----- Input data

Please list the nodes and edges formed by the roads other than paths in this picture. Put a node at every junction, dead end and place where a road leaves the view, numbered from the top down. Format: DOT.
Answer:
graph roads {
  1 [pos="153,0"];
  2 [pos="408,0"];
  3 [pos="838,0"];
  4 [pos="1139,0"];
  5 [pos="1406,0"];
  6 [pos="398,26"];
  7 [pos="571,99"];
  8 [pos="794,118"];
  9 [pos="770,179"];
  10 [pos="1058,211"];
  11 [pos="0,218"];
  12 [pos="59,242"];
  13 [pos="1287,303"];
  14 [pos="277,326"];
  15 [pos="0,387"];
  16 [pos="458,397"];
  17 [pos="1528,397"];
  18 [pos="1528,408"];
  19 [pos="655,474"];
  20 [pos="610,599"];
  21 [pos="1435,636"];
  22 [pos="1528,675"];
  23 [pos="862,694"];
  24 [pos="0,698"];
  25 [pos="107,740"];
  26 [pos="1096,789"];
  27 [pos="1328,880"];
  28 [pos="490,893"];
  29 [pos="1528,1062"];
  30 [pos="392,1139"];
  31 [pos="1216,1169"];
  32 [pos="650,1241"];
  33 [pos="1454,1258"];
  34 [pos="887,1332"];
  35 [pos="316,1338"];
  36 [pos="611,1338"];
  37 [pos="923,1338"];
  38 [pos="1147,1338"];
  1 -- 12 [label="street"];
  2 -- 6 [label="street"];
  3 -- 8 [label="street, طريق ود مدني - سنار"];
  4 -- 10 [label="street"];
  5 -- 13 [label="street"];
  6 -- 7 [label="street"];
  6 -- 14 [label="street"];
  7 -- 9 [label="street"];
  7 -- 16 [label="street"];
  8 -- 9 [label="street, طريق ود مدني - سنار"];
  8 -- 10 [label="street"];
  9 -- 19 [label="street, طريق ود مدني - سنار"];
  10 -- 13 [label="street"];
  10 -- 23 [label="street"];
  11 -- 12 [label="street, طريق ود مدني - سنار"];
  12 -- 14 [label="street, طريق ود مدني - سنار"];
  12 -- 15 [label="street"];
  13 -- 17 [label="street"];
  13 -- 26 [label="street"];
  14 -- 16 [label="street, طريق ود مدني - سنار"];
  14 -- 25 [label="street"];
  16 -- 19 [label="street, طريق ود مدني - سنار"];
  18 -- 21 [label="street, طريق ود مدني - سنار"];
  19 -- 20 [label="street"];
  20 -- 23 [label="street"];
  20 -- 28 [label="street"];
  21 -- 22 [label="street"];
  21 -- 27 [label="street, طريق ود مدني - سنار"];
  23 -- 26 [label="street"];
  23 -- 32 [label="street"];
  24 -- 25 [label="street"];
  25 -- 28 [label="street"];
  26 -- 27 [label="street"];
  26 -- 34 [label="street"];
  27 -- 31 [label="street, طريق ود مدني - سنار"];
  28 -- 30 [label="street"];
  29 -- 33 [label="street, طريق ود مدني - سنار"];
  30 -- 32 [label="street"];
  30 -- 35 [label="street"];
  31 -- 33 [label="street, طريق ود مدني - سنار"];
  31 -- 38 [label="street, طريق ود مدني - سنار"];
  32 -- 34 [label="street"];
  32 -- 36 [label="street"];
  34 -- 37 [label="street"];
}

----------

Exercise aim — The full set of entries has to be duplicated precisely.

Response to the task —
Please list the nodes and edges formed by the roads other than paths in this picture. Put a node at every junction, dead end and place where a road leaves the view, numbered from the top down. Format: DOT.
Answer:
graph roads {
  1 [pos="153,0"];
  2 [pos="408,0"];
  3 [pos="838,0"];
  4 [pos="1139,0"];
  5 [pos="1406,0"];
  6 [pos="398,26"];
  7 [pos="571,99"];
  8 [pos="794,118"];
  9 [pos="770,179"];
  10 [pos="1058,211"];
  11 [pos="0,218"];
  12 [pos="59,242"];
  13 [pos="1287,303"];
  14 [pos="277,326"];
  15 [pos="0,387"];
  16 [pos="458,397"];
  17 [pos="1528,397"];
  18 [pos="1528,408"];
  19 [pos="655,474"];
  20 [pos="610,599"];
  21 [pos="1435,636"];
  22 [pos="1528,675"];
  23 [pos="862,694"];
  24 [pos="0,698"];
  25 [pos="107,740"];
  26 [pos="1096,789"];
  27 [pos="1328,880"];
  28 [pos="490,893"];
  29 [pos="1528,1062"];
  30 [pos="392,1139"];
  31 [pos="1216,1169"];
  32 [pos="650,1241"];
  33 [pos="1454,1258"];
  34 [pos="887,1332"];
  35 [pos="316,1338"];
  36 [pos="611,1338"];
  37 [pos="923,1338"];
  38 [pos="1147,1338"];
  1 -- 12 [label="street"];
  2 -- 6 [label="street"];
  3 -- 8 [label="street, طريق ود مدني - سنار"];
  4 -- 10 [label="street"];
  5 -- 13 [label="street"];
  6 -- 7 [label="street"];
  6 -- 14 [label="street"];
  7 -- 9 [label="street"];
  7 -- 16 [label="street"];
  8 -- 9 [label="street, طريق ود مدني - سنار"];
  8 -- 10 [label="street"];
  9 -- 19 [label="street, طريق ود مدني - سنار"];
  10 -- 13 [label="street"];
  10 -- 23 [label="street"];
  11 -- 12 [label="street, طريق ود مدني - سنار"];
  12 -- 14 [label="street, طريق ود مدني - سنار"];
  12 -- 15 [label="street"];
  13 -- 17 [label="street"];
  13 -- 26 [label="street"];
  14 -- 16 [label="street, طريق ود مدني - سنار"];
  14 -- 25 [label="street"];
  16 -- 19 [label="street, طريق ود مدني - سنار"];
  18 -- 21 [label="street, طريق ود مدني - سنار"];
  19 -- 20 [label="street"];
  20 -- 23 [label="street"];
  20 -- 28 [label="street"];
  21 -- 22 [label="street"];
  21 -- 27 [label="street, طريق ود مدني - سنار"];
  23 -- 26 [label="street"];
  23 -- 32 [label="street"];
  24 -- 25 [label="street"];
  25 -- 28 [label="street"];
  26 -- 27 [label="street"];
  26 -- 34 [label="street"];
  27 -- 31 [label="street, طريق ود مدني - سنار"];
  28 -- 30 [label="street"];
  29 -- 33 [label="street, طريق ود مدني - سنار"];
  30 -- 32 [label="street"];
  30 -- 35 [label="street"];
  31 -- 33 [label="street, طريق ود مدني - سنار"];
  31 -- 38 [label="street, طريق ود مدني - سنار"];
  32 -- 34 [label="street"];
  32 -- 36 [label="street"];
  34 -- 37 [label="street"];
}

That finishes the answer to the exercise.